In England, and many other countries, Mr. Longfellow is considered the most distinguished poet of America. Gilfillan, in his English work, published in London, entitled, "Literary Men," in which Mr. Longfellow is the only American author included, thus speaks of his style and characteristics:—

"The distinguishing qualities of Longfellow seem to be, beauty of imagination, delicacy of taste, wide sympathy, and mild earnestness, expressing themselves sometimes in form of quaint and fantastic fancy, but always in chaste and simple language. His fertile imagination sympathizes more with the correct, the classical, and the refined, than with that outer and sterner world, where dwell the dreary, the rude, the fierce, and the terrible shapes of things. The scenery he describes best is the storied richness of the Rhine, or the golden glories of the Indian summer, or the environs of the old Nova-Scotian village, or the wide billowing prairie; and not those vast forests, where a path for the sunbeams must be hewn, nor those wildernesses of snow, where the storm and the wing of the Condor divide the sovereignty. In the midst of such dreadful solitudes, his genius rather shivers and cowers, than rises and reigns.

"He is a spirit of the Beautiful, more than the Sublime; he has lain on the lap of Loveliness, and not been dandled, like a lion-cub, on the knees of Terror. The magic he wields, though soft, is true and strong. If not a prophet, torn by a secret burden, and uttering it in wild, tumultuous strains, he is a genuine poet who has sought for, and found inspiration, now in the story and scenery of his own country, and now in the lays and legends of other lands, whose native vein, in itself exquisite, has been by him highly cultivated and delicately cherished. It is to us a proof of Longfellow's originality, that he bears so well and meekly his load of accomplishments and acquirements. His ornaments, unlike those of the Sabine maid, have not crushed him, nor impeded the motions of his own mind. He has transmuted

a lore, gathered from many languages, into a quick and rich flame, which we feel to be the flame of Genius. It is evident that his principal obligations are due to German literature, which over him, as over so many at the present day, exerts a certain wild witchery, and is tasted with all the sweetness of forbidden fruit. No writer in America has more steeped his soul in the spirit of German poetry, its blended homeliness and romance, its simplicity and fantastic emphasis, than Longfellow. And if he does not often trust himself amidst the weltering chaos of its philosophers, you see him lured by their fascination, hanging over their brink, and rapt in wonder at their strange, gigantic, and evershifting forms. Indeed his "Hyperion" contains two or three exquisite bits of trancendantalism. * His poetry is that of sentiment, rather than of thought. But the sentiment is never false, nor strained, nor mawkish. It is always mild, generally manly, and sometimes it approaches the sublime. It touches both the female part of man's mind, and the masculine part of woman's. He can at one time start unwonted tears in the eyes of men, and at another kindle on the cheek of women, a glorious glow of emotion, which the term blush cannot adequately measure; as far superior to it as the splendor of a sunset to the bloom of a peach.

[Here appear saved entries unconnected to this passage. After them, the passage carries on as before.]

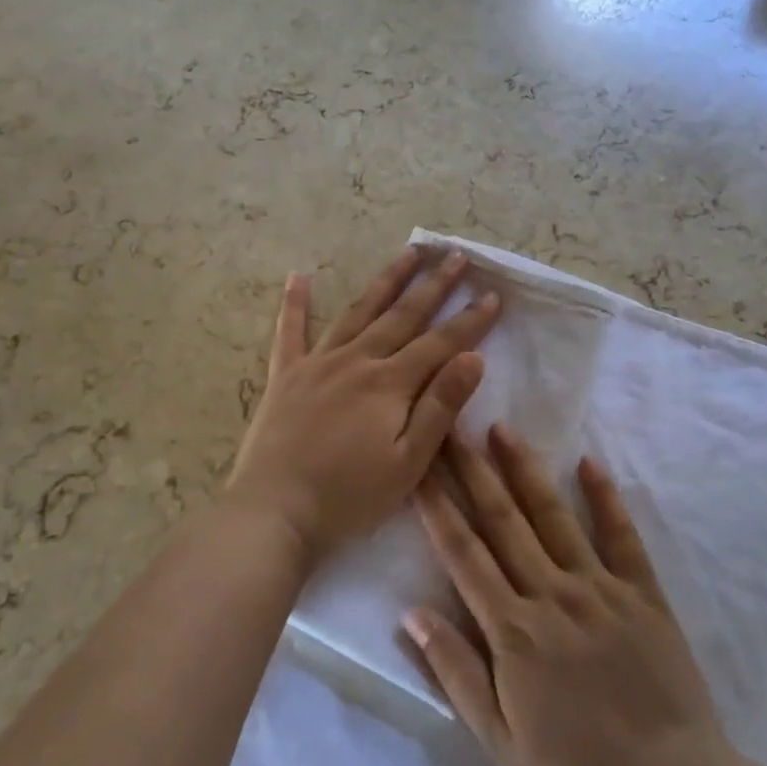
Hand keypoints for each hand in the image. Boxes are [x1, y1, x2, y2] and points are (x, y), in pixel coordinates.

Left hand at [226, 247, 499, 567]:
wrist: (274, 513)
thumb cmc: (348, 498)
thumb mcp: (408, 463)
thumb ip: (440, 407)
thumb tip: (473, 358)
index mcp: (389, 384)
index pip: (440, 343)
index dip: (469, 320)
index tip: (492, 294)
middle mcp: (356, 360)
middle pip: (402, 315)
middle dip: (434, 284)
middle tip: (456, 255)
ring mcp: (317, 364)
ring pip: (358, 311)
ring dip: (386, 280)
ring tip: (408, 252)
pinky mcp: (285, 376)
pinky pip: (290, 331)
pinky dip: (295, 303)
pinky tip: (299, 276)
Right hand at [406, 426, 736, 765]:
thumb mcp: (500, 743)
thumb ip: (455, 672)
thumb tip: (410, 613)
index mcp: (514, 630)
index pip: (463, 553)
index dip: (437, 506)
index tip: (418, 467)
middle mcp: (553, 594)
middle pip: (502, 520)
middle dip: (472, 470)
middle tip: (451, 426)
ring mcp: (601, 588)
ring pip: (553, 515)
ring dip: (525, 469)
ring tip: (502, 428)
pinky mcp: (643, 593)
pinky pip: (621, 535)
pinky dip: (604, 497)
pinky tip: (588, 463)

"Besides his quality of generous, genial, manhood, Longfellow is distinguished by a mild religious earnestness. We do not vouch for the orthodoxy of his creed, but we do vouch for the firm Christianity of his spirit. No poet has more beautifully expressed the depth of his conviction, that life is an earnest reality,—a something with eternal issues and dependencies; that this earth is no scene of revelry, or market of sale, but an arena of contest, and a hall of doom. This is the inspiration of his "Psalm of Life," than which we have few things finer, in moral tone, since those odes by which the millions of Israel, tuned their march across the wilderness, and to which the fiery pillar seemed to listen with complacency, and to glow out a deeper crimson, in silent praise. To man's now wilder, more struggling, but still more God-guided and hopeful progress, towards a land of fairer promise, Longfellow's "Psalm" is a noble accompaniment."